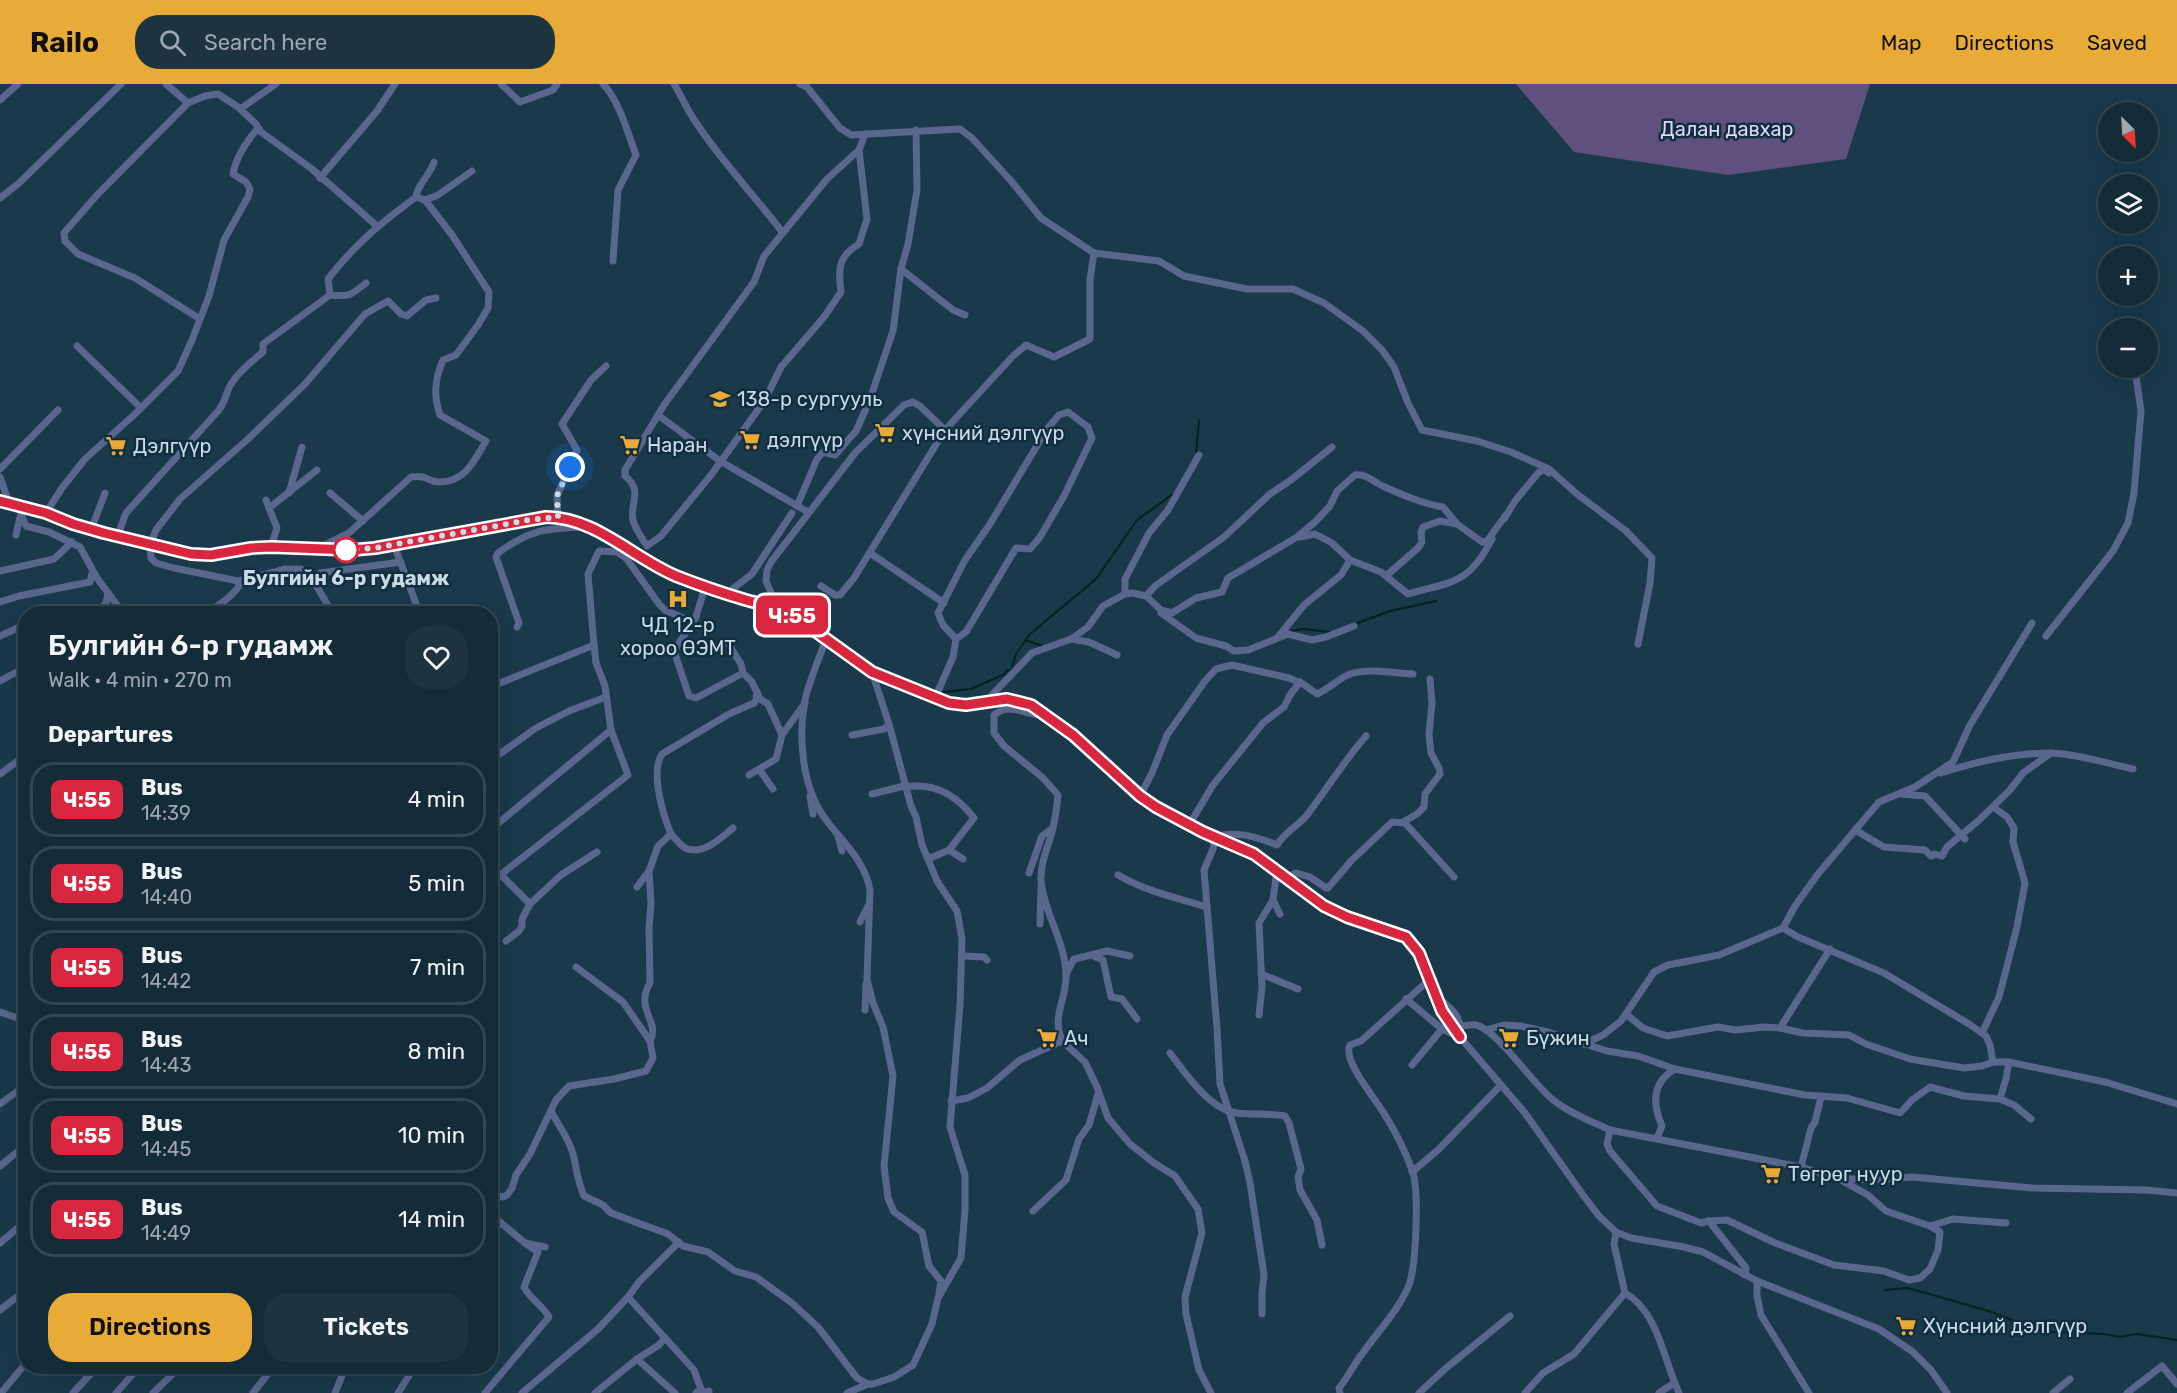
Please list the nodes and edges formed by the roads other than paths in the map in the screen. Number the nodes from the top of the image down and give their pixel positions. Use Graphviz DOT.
graph roads {
  1 [pos="18,84"];
  2 [pos="121,84"];
  3 [pos="166,84"];
  4 [pos="276,84"];
  5 [pos="395,84"];
  6 [pos="501,84"];
  7 [pos="557,84"];
  8 [pos="603,84"];
  9 [pos="674,84"];
  10 [pos="800,84"];
  11 [pos="0,100"];
  12 [pos="188,103"];
  13 [pos="240,109"];
  14 [pos="258,128"];
  15 [pos="916,130"];
  16 [pos="865,134"];
  17 [pos="859,150"];
  18 [pos="434,162"];
  19 [pos="472,171"];
  20 [pos="321,178"];
  21 [pos="416,197"];
  22 [pos="0,198"];
  23 [pos="425,200"];
  24 [pos="377,226"];
  25 [pos="783,232"];
  26 [pos="1094,253"];
  27 [pos="613,261"];
  28 [pos="901,269"];
  29 [pos="366,283"];
  30 [pos="330,295"];
  31 [pos="436,298"];
  32 [pos="965,315"];
  33 [pos="200,320"];
  34 [pos="77,346"];
  35 [pos="606,366"];
  36 [pos="2136,378"];
  37 [pos="141,408"];
  38 [pos="58,410"];
  39 [pos="658,415"];
  40 [pos="945,430"];
  41 [pos="302,447"];
  42 [pos="1332,447"];
  43 [pos="1199,455"];
  44 [pos="720,461"];
  45 [pos="0,469"];
  46 [pos="317,470"];
  47 [pos="1556,476"];
  48 [pos="0,477"];
  49 [pos="105,493"];
  50 [pos="289,493"];
  51 [pos="330,493"];
  52 [pos="266,500"];
  53 [pos="5,502"];
  54 [pos="797,506"];
  55 [pos="269,508"];
  56 [pos="21,510"];
  57 [pos="808,512"];
  58 [pos="46,513"];
  59 [pos="792,513"];
  60 [pos="1506,515"];
  61 [pos="558,517"];
  62 [pos="363,521"];
  63 [pos="1457,524"];
  64 [pos="587,527"];
  65 [pos="91,530"];
  66 [pos="16,536"];
  67 [pos="117,537"];
  68 [pos="1298,537"];
  69 [pos="72,542"];
  70 [pos="150,545"];
  71 [pos="394,545"];
  72 [pos="646,546"];
  73 [pos="271,547"];
  74 [pos="317,549"];
  75 [pos="870,553"];
  76 [pos="631,554"];
  77 [pos="1350,560"];
  78 [pos="400,562"];
  79 [pos="0,571"];
  80 [pos="93,571"];
  81 [pos="1387,575"];
  82 [pos="313,580"];
  83 [pos="238,581"];
  84 [pos="821,586"];
  85 [pos="705,587"];
  86 [pos="108,593"];
  87 [pos="726,594"];
  88 [pos="1125,594"];
  89 [pos="1146,596"];
  90 [pos="0,602"];
  91 [pos="944,603"];
  92 [pos="103,606"];
  93 [pos="118,606"];
  94 [pos="218,606"];
  95 [pos="328,606"];
  96 [pos="417,606"];
  97 [pos="777,608"];
  98 [pos="1161,610"];
  99 [pos="692,622"];
  100 [pos="2032,623"];
  101 [pos="1354,626"];
  102 [pos="517,627"];
  103 [pos="18,628"];
  104 [pos="0,636"];
  105 [pos="2046,636"];
  106 [pos="1277,638"];
  107 [pos="826,639"];
  108 [pos="956,639"];
  109 [pos="1071,639"];
  110 [pos="1638,644"];
  111 [pos="594,645"];
  112 [pos="729,645"];
  113 [pos="1117,655"];
  114 [pos="18,671"];
  115 [pos="872,672"];
  116 [pos="743,673"];
  117 [pos="1413,674"];
  118 [pos="1430,679"];
  119 [pos="0,681"];
  120 [pos="1300,682"];
  121 [pos="498,684"];
  122 [pos="757,692"];
  123 [pos="606,697"];
  124 [pos="935,698"];
  125 [pos="990,701"];
  126 [pos="805,703"];
  127 [pos="1042,712"];
  128 [pos="889,724"];
  129 [pos="610,730"];
  130 [pos="782,735"];
  131 [pos="852,735"];
  132 [pos="1366,736"];
  133 [pos="2051,753"];
  134 [pos="498,755"];
  135 [pos="18,761"];
  136 [pos="759,769"];
  137 [pos="2133,769"];
  138 [pos="0,774"];
  139 [pos="749,775"];
  140 [pos="1934,775"];
  141 [pos="811,782"];
  142 [pos="906,785"];
  143 [pos="773,789"];
  144 [pos="872,794"];
  145 [pos="1899,794"];
  146 [pos="1140,796"];
  147 [pos="1993,807"];
  148 [pos="813,814"];
  149 [pos="1403,822"];
  150 [pos="498,823"];
  151 [pos="1189,825"];
  152 [pos="734,828"];
  153 [pos="1053,828"];
  154 [pos="1855,830"];
  155 [pos="838,833"];
  156 [pos="671,834"];
  157 [pos="1215,837"];
  158 [pos="1963,837"];
  159 [pos="949,850"];
  160 [pos="842,851"];
  161 [pos="597,852"];
  162 [pos="928,859"];
  163 [pos="963,859"];
  164 [pos="1277,870"];
  165 [pos="649,871"];
  166 [pos="1029,873"];
  167 [pos="1118,875"];
  168 [pos="502,876"];
  169 [pos="1454,877"];
  170 [pos="498,878"];
  171 [pos="1286,878"];
  172 [pos="1041,880"];
  173 [pos="637,887"];
  174 [pos="1273,900"];
  175 [pos="870,901"];
  176 [pos="530,904"];
  177 [pos="1207,907"];
  178 [pos="1280,914"];
  179 [pos="860,922"];
  180 [pos="1040,924"];
  181 [pos="1783,928"];
  182 [pos="506,941"];
  183 [pos="1830,950"];
  184 [pos="1091,955"];
  185 [pos="963,956"];
  186 [pos="1130,956"];
  187 [pos="987,960"];
  188 [pos="576,967"];
  189 [pos="1066,974"];
  190 [pos="1261,974"];
  191 [pos="867,979"];
  192 [pos="1430,979"];
  193 [pos="1298,989"];
  194 [pos="1438,998"];
  195 [pos="1406,999"];
  196 [pos="865,1010"];
  197 [pos="0,1011"];
  198 [pos="1626,1014"];
  199 [pos="1259,1015"];
  200 [pos="18,1018"];
  201 [pos="1137,1019"];
  202 [pos="1462,1026"];
  203 [pos="1780,1028"];
  204 [pos="1442,1029"];
  205 [pos="1486,1030"];
  206 [pos="1982,1033"];
  207 [pos="1460,1037"];
  208 [pos="650,1041"];
  209 [pos="1062,1041"];
  210 [pos="1584,1044"];
  211 [pos="1170,1053"];
  212 [pos="1993,1062"];
  213 [pos="2008,1062"];
  214 [pos="1412,1065"];
  215 [pos="1675,1069"];
  216 [pos="1501,1085"];
  217 [pos="18,1091"];
  218 [pos="1099,1092"];
  219 [pos="1821,1097"];
  220 [pos="2000,1099"];
  221 [pos="951,1101"];
  222 [pos="0,1104"];
  223 [pos="2177,1104"];
  224 [pos="550,1111"];
  225 [pos="1228,1111"];
  226 [pos="2031,1119"];
  227 [pos="1610,1130"];
  228 [pos="1657,1138"];
  229 [pos="18,1151"];
  230 [pos="0,1166"];
  231 [pos="1801,1167"];
  232 [pos="1412,1172"];
  233 [pos="1836,1178"];
  234 [pos="2177,1193"];
  235 [pos="498,1196"];
  236 [pos="1033,1211"];
  237 [pos="1709,1221"];
  238 [pos="500,1222"];
  239 [pos="2006,1223"];
  240 [pos="498,1225"];
  241 [pos="1930,1226"];
  242 [pos="18,1228"];
  243 [pos="1616,1233"];
  244 [pos="679,1242"];
  245 [pos="525,1243"];
  246 [pos="0,1244"];
  247 [pos="1322,1245"];
  248 [pos="545,1246"];
  249 [pos="1745,1275"];
  250 [pos="1757,1281"];
  251 [pos="1625,1293"];
  252 [pos="18,1296"];
  253 [pos="628,1297"];
  254 [pos="938,1298"];
  255 [pos="0,1310"];
  256 [pos="1262,1314"];
  257 [pos="1510,1316"];
  258 [pos="665,1338"];
  259 [pos="637,1359"];
  260 [pos="18,1373"];
  261 [pos="91,1374"];
  262 [pos="133,1374"];
  263 [pos="173,1374"];
  264 [pos="268,1374"];
  265 [pos="343,1374"];
  266 [pos="410,1374"];
  267 [pos="2070,1379"];
  268 [pos="1674,1383"];
  269 [pos="868,1384"];
  270 [pos="2177,1384"];
  271 [pos="1,1393"];
  272 [pos="73,1393"];
  273 [pos="116,1393"];
  274 [pos="153,1393"];
  275 [pos="253,1393"];
  276 [pos="335,1393"];
  277 [pos="398,1393"];
  278 [pos="485,1393"];
  279 [pos="522,1393"];
  280 [pos="595,1393"];
  281 [pos="675,1393"];
  282 [pos="696,1393"];
  283 [pos="847,1393"];
  284 [pos="1211,1393"];
  285 [pos="1340,1393"];
  286 [pos="1419,1393"];
  287 [pos="1525,1393"];
  288 [pos="1659,1393"];
  289 [pos="1679,1393"];
  290 [pos="1809,1393"];
  291 [pos="1947,1393"];
  292 [pos="2053,1393"];
  293 [pos="2127,1393"];
  1 -- 11 [label="street"];
  2 -- 22 [label="street"];
  3 -- 12 [label="street"];
  4 -- 13 [label="street"];
  5 -- 20 [label="street"];
  6 -- 7 [label="street"];
  8 -- 27 [label="street"];
  9 -- 25 [label="street"];
  10 -- 16 [label="street"];
  12 -- 13 [label="street"];
  12 -- 33 [label="street"];
  13 -- 14 [label="street"];
  14 -- 20 [label="street"];
  14 -- 33 [label="street"];
  15 -- 16 [label="street"];
  15 -- 26 [label="street"];
  15 -- 28 [label="street"];
  16 -- 17 [label="street"];
  17 -- 25 [label="street"];
  17 -- 44 [label="street"];
  18 -- 21 [label="street"];
  19 -- 23 [label="street"];
  20 -- 24 [label="street"];
  21 -- 23 [label="street"];
  21 -- 24 [label="street"];
  23 -- 62 [label="street"];
  24 -- 30 [label="street"];
  25 -- 39 [label="street"];
  26 -- 40 [label="street"];
  26 -- 47 [label="street"];
  28 -- 32 [label="street"];
  28 -- 54 [label="street"];
  29 -- 30 [label="street"];
  30 -- 67 [label="street"];
  31 -- 70 [label="street"];
  33 -- 37 [label="street"];
  34 -- 37 [label="street"];
  35 -- 61 [label="street"];
  36 -- 105 [label="street"];
  37 -- 58 [label="street"];
  38 -- 45 [label="street"];
  39 -- 44 [label="street"];
  39 -- 72 [label="street"];
  40 -- 57 [label="street"];
  40 -- 75 [label="street"];
  41 -- 50 [label="street"];
  42 -- 89 [label="street"];
  43 -- 88 [label="street"];
  44 -- 54 [label="street"];
  44 -- 72 [label="street"];
  46 -- 50 [label="street"];
  47 -- 60 [label="street"];
  47 -- 110 [label="street"];
  48 -- 53 [label="street"];
  49 -- 65 [label="street"];
  50 -- 55 [label="street"];
  51 -- 62 [label="street"];
  52 -- 55 [label="street"];
  53 -- 56 [label="main road"];
  54 -- 57 [label="street"];
  55 -- 73 [label="street"];
  56 -- 58 [label="main road"];
  56 -- 66 [label="street"];
  56 -- 69 [label="street"];
  57 -- 97 [label="street"];
  58 -- 65 [label="main road"];
  59 -- 87 [label="street"];
  60 -- 63 [label="street"];
  60 -- 81 [label="street"];
  61 -- 64 [label="main road"];
  61 -- 71 [label="main road"];
  62 -- 74 [label="street"];
  63 -- 68 [label="street"];
  63 -- 81 [label="street"];
  64 -- 76 [label="main road"];
  64 -- 102 [label="street"];
  65 -- 67 [label="main road"];
  67 -- 70 [label="main road"];
  68 -- 77 [label="street"];
  68 -- 98 [label="street"];
  69 -- 79 [label="street"];
  69 -- 80 [label="street"];
  70 -- 73 [label="main road"];
  70 -- 83 [label="street"];
  71 -- 74 [label="main road"];
  71 -- 78 [label="street"];
  72 -- 76 [label="street"];
  73 -- 74 [label="main road"];
  75 -- 84 [label="street"];
  75 -- 91 [label="street"];
  76 -- 85 [label="main road"];
  76 -- 99 [label="street"];
  76 -- 111 [label="street"];
  77 -- 81 [label="street"];
  77 -- 106 [label="street"];
  78 -- 82 [label="street"];
  78 -- 96 [label="street"];
  80 -- 86 [label="street"];
  80 -- 90 [label="street"];
  82 -- 83 [label="street"];
  82 -- 95 [label="street"];
  83 -- 94 [label="street"];
  85 -- 87 [label="main road"];
  85 -- 99 [label="street"];
  86 -- 92 [label="street"];
  86 -- 93 [label="street"];
  87 -- 97 [label="main road"];
  88 -- 89 [label="street"];
  88 -- 109 [label="street"];
  89 -- 98 [label="street"];
  91 -- 108 [label="street"];
  91 -- 108 [label="street"];
  97 -- 107 [label="main road"];
  98 -- 106 [label="street"];
  99 -- 116 [label="street"];
  100 -- 140 [label="street"];
  101 -- 106 [label="street"];
  103 -- 104 [label="street"];
  107 -- 115 [label="main road"];
  107 -- 126 [label="street"];
  108 -- 124 [label="street"];
  109 -- 113 [label="street"];
  109 -- 125 [label="street"];
  111 -- 121 [label="street"];
  111 -- 123 [label="street"];
  112 -- 116 [label="street"];
  114 -- 119 [label="street"];
  115 -- 124 [label="main road"];
  115 -- 128 [label="street"];
  116 -- 122 [label="street"];
  117 -- 120 [label="street"];
  118 -- 149 [label="street"];
  120 -- 146 [label="street"];
  120 -- 151 [label="street"];
  122 -- 130 [label="street"];
  122 -- 156 [label="street"];
  123 -- 129 [label="street"];
  123 -- 134 [label="street"];
  124 -- 125 [label="main road"];
  125 -- 127 [label="main road"];
  126 -- 130 [label="street"];
  126 -- 141 [label="street"];
  127 -- 146 [label="main road"];
  127 -- 153 [label="street"];
  128 -- 131 [label="street"];
  128 -- 142 [label="street"];
  129 -- 150 [label="street"];
  129 -- 168 [label="street"];
  130 -- 136 [label="street"];
  132 -- 157 [label="street"];
  133 -- 137 [label="street"];
  133 -- 140 [label="street"];
  133 -- 147 [label="street"];
  135 -- 138 [label="street"];
  136 -- 139 [label="street"];
  136 -- 143 [label="street"];
  140 -- 145 [label="street"];
  141 -- 148 [label="street"];
  141 -- 155 [label="street"];
  142 -- 144 [label="street"];
  142 -- 159 [label="street"];
  142 -- 162 [label="street"];
  145 -- 154 [label="street"];
  145 -- 158 [label="street"];
  146 -- 151 [label="main road"];
  147 -- 158 [label="street"];
  147 -- 206 [label="street"];
  149 -- 169 [label="street"];
  149 -- 171 [label="street"];
  151 -- 157 [label="main road"];
  152 -- 156 [label="street"];
  153 -- 166 [label="street"];
  153 -- 172 [label="street"];
  154 -- 158 [label="street"];
  154 -- 181 [label="street"];
  155 -- 160 [label="street"];
  155 -- 175 [label="street"];
  156 -- 165 [label="street"];
  157 -- 164 [label="main road"];
  157 -- 177 [label="street"];
  159 -- 162 [label="street"];
  159 -- 163 [label="street"];
  161 -- 176 [label="street"];
  162 -- 185 [label="street"];
  164 -- 171 [label="main road"];
  164 -- 174 [label="street"];
  165 -- 173 [label="street"];
  165 -- 208 [label="street"];
  167 -- 177 [label="street"];
  168 -- 170 [label="street"];
  168 -- 176 [label="street"];
  171 -- 192 [label="main road"];
  172 -- 180 [label="street"];
  172 -- 189 [label="street"];
  174 -- 178 [label="street"];
  174 -- 190 [label="street"];
  175 -- 179 [label="street"];
  175 -- 191 [label="street"];
  176 -- 182 [label="street"];
  177 -- 225 [label="street"];
  181 -- 183 [label="street"];
  181 -- 198 [label="street"];
  183 -- 203 [label="street"];
  183 -- 206 [label="street"];
  184 -- 186 [label="street"];
  184 -- 189 [label="street"];
  184 -- 201 [label="street"];
  185 -- 187 [label="street"];
  185 -- 221 [label="street"];
  188 -- 208 [label="street"];
  189 -- 209 [label="street"];
  190 -- 193 [label="street"];
  190 -- 199 [label="street"];
  191 -- 196 [label="street"];
  191 -- 254 [label="street"];
  192 -- 194 [label="main road"];
  192 -- 195 [label="street"];
  194 -- 202 [label="street"];
  194 -- 207 [label="main road"];
  195 -- 204 [label="street"];
  195 -- 232 [label="street"];
  197 -- 200 [label="street"];
  198 -- 203 [label="street"];
  198 -- 210 [label="street"];
  202 -- 205 [label="street"];
  202 -- 207 [label="street"];
  203 -- 212 [label="street"];
  204 -- 207 [label="street"];
  204 -- 214 [label="street"];
  205 -- 210 [label="street"];
  205 -- 227 [label="street"];
  206 -- 212 [label="street"];
  207 -- 216 [label="street"];
  208 -- 224 [label="street"];
  209 -- 218 [label="street"];
  209 -- 221 [label="street"];
  210 -- 215 [label="street"];
  211 -- 225 [label="street"];
  212 -- 213 [label="street"];
  213 -- 220 [label="street"];
  213 -- 223 [label="street"];
  215 -- 219 [label="street"];
  215 -- 228 [label="street"];
  216 -- 232 [label="street"];
  216 -- 243 [label="street"];
  217 -- 222 [label="street"];
  218 -- 236 [label="street"];
  218 -- 284 [label="street"];
  219 -- 220 [label="street"];
  219 -- 231 [label="street"];
  220 -- 226 [label="street"];
  221 -- 254 [label="street"];
  224 -- 235 [label="street"];
  224 -- 244 [label="street"];
  225 -- 247 [label="street"];
  225 -- 256 [label="street"];
  227 -- 228 [label="street"];
  227 -- 237 [label="street"];
  228 -- 231 [label="street"];
  229 -- 230 [label="street"];
  231 -- 233 [label="street"];
  232 -- 285 [label="street"];
  233 -- 234 [label="street"];
  233 -- 241 [label="street"];
  237 -- 241 [label="street"];
  237 -- 249 [label="street"];
  238 -- 240 [label="street"];
  238 -- 245 [label="street"];
  239 -- 241 [label="street"];
  242 -- 246 [label="street"];
  243 -- 249 [label="street"];
  243 -- 251 [label="street"];
  244 -- 253 [label="street"];
  244 -- 269 [label="street"];
  245 -- 248 [label="street"];
  245 -- 278 [label="street"];
  249 -- 250 [label="street"];
  250 -- 290 [label="street"];
  250 -- 291 [label="street"];
  251 -- 268 [label="street"];
  251 -- 287 [label="street"];
  252 -- 255 [label="street"];
  253 -- 258 [label="street"];
  253 -- 279 [label="street"];
  254 -- 269 [label="street"];
  257 -- 286 [label="street"];
  258 -- 259 [label="street"];
  258 -- 282 [label="street"];
  259 -- 280 [label="street"];
  259 -- 281 [label="street"];
  260 -- 271 [label="street"];
  261 -- 272 [label="street"];
  262 -- 273 [label="street"];
  263 -- 274 [label="street"];
  264 -- 275 [label="street"];
  265 -- 276 [label="street"];
  266 -- 277 [label="street"];
  267 -- 292 [label="street"];
  268 -- 288 [label="street"];
  268 -- 289 [label="street"];
  269 -- 283 [label="street"];
  270 -- 293 [label="street"];
}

[Task description]: What belongs in the answer is each line of the listing that contains the word "roads".

[Expected answer]:
Please list the nodes and edges formed by the roads other than paths in the map in the screen. Number the nodes from the top of the image down and give their pixel positions. Use Graphviz DOT.
graph roads {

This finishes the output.